Stored data:
'''

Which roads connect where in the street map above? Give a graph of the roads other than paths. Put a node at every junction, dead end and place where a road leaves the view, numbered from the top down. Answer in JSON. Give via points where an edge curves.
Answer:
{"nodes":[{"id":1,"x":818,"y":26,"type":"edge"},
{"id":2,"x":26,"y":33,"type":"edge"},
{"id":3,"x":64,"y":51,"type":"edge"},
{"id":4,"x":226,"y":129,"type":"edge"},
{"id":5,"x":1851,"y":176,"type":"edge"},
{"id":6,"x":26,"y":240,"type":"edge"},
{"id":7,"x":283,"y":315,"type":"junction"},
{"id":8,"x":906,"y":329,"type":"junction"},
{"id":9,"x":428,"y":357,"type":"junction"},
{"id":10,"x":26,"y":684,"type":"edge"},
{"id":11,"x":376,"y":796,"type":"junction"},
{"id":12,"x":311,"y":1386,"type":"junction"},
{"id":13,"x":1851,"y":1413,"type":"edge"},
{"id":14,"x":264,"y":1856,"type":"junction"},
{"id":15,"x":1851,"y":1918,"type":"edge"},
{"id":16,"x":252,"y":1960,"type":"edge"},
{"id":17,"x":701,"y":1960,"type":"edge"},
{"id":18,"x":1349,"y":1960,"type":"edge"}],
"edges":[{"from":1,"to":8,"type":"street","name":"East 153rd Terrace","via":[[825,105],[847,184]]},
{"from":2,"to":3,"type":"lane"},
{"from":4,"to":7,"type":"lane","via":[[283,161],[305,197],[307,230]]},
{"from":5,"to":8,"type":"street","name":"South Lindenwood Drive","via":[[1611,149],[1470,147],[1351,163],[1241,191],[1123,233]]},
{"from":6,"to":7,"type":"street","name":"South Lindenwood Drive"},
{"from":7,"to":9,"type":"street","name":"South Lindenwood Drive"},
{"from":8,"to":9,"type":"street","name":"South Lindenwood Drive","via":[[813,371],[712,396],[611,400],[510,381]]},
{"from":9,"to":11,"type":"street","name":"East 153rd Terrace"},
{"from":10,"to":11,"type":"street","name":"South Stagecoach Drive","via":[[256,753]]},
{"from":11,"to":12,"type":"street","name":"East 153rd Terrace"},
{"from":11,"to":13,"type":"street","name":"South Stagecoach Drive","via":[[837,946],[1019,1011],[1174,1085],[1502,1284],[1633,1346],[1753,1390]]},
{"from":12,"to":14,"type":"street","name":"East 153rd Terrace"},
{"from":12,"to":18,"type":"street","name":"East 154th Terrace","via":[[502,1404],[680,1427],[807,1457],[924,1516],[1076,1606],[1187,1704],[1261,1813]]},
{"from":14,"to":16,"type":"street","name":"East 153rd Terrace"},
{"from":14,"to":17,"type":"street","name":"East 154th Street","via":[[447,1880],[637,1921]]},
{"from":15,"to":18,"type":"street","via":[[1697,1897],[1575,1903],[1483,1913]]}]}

'''

**Work task**
The data must be output in full, exactly as given.

**Output for this exercise**
Which roads connect where in the street map above? Give a graph of the roads other than paths. Put a node at every junction, dead end and place where a road leaves the view, numbered from the top down. Answer in JSON. Give via points where an edge curves.
Answer:
{"nodes":[{"id":1,"x":818,"y":26,"type":"edge"},
{"id":2,"x":26,"y":33,"type":"edge"},
{"id":3,"x":64,"y":51,"type":"edge"},
{"id":4,"x":226,"y":129,"type":"edge"},
{"id":5,"x":1851,"y":176,"type":"edge"},
{"id":6,"x":26,"y":240,"type":"edge"},
{"id":7,"x":283,"y":315,"type":"junction"},
{"id":8,"x":906,"y":329,"type":"junction"},
{"id":9,"x":428,"y":357,"type":"junction"},
{"id":10,"x":26,"y":684,"type":"edge"},
{"id":11,"x":376,"y":796,"type":"junction"},
{"id":12,"x":311,"y":1386,"type":"junction"},
{"id":13,"x":1851,"y":1413,"type":"edge"},
{"id":14,"x":264,"y":1856,"type":"junction"},
{"id":15,"x":1851,"y":1918,"type":"edge"},
{"id":16,"x":252,"y":1960,"type":"edge"},
{"id":17,"x":701,"y":1960,"type":"edge"},
{"id":18,"x":1349,"y":1960,"type":"edge"}],
"edges":[{"from":1,"to":8,"type":"street","name":"East 153rd Terrace","via":[[825,105],[847,184]]},
{"from":2,"to":3,"type":"lane"},
{"from":4,"to":7,"type":"lane","via":[[283,161],[305,197],[307,230]]},
{"from":5,"to":8,"type":"street","name":"South Lindenwood Drive","via":[[1611,149],[1470,147],[1351,163],[1241,191],[1123,233]]},
{"from":6,"to":7,"type":"street","name":"South Lindenwood Drive"},
{"from":7,"to":9,"type":"street","name":"South Lindenwood Drive"},
{"from":8,"to":9,"type":"street","name":"South Lindenwood Drive","via":[[813,371],[712,396],[611,400],[510,381]]},
{"from":9,"to":11,"type":"street","name":"East 153rd Terrace"},
{"from":10,"to":11,"type":"street","name":"South Stagecoach Drive","via":[[256,753]]},
{"from":11,"to":12,"type":"street","name":"East 153rd Terrace"},
{"from":11,"to":13,"type":"street","name":"South Stagecoach Drive","via":[[837,946],[1019,1011],[1174,1085],[1502,1284],[1633,1346],[1753,1390]]},
{"from":12,"to":14,"type":"street","name":"East 153rd Terrace"},
{"from":12,"to":18,"type":"street","name":"East 154th Terrace","via":[[502,1404],[680,1427],[807,1457],[924,1516],[1076,1606],[1187,1704],[1261,1813]]},
{"from":14,"to":16,"type":"street","name":"East 153rd Terrace"},
{"from":14,"to":17,"type":"street","name":"East 154th Street","via":[[447,1880],[637,1921]]},
{"from":15,"to":18,"type":"street","via":[[1697,1897],[1575,1903],[1483,1913]]}]}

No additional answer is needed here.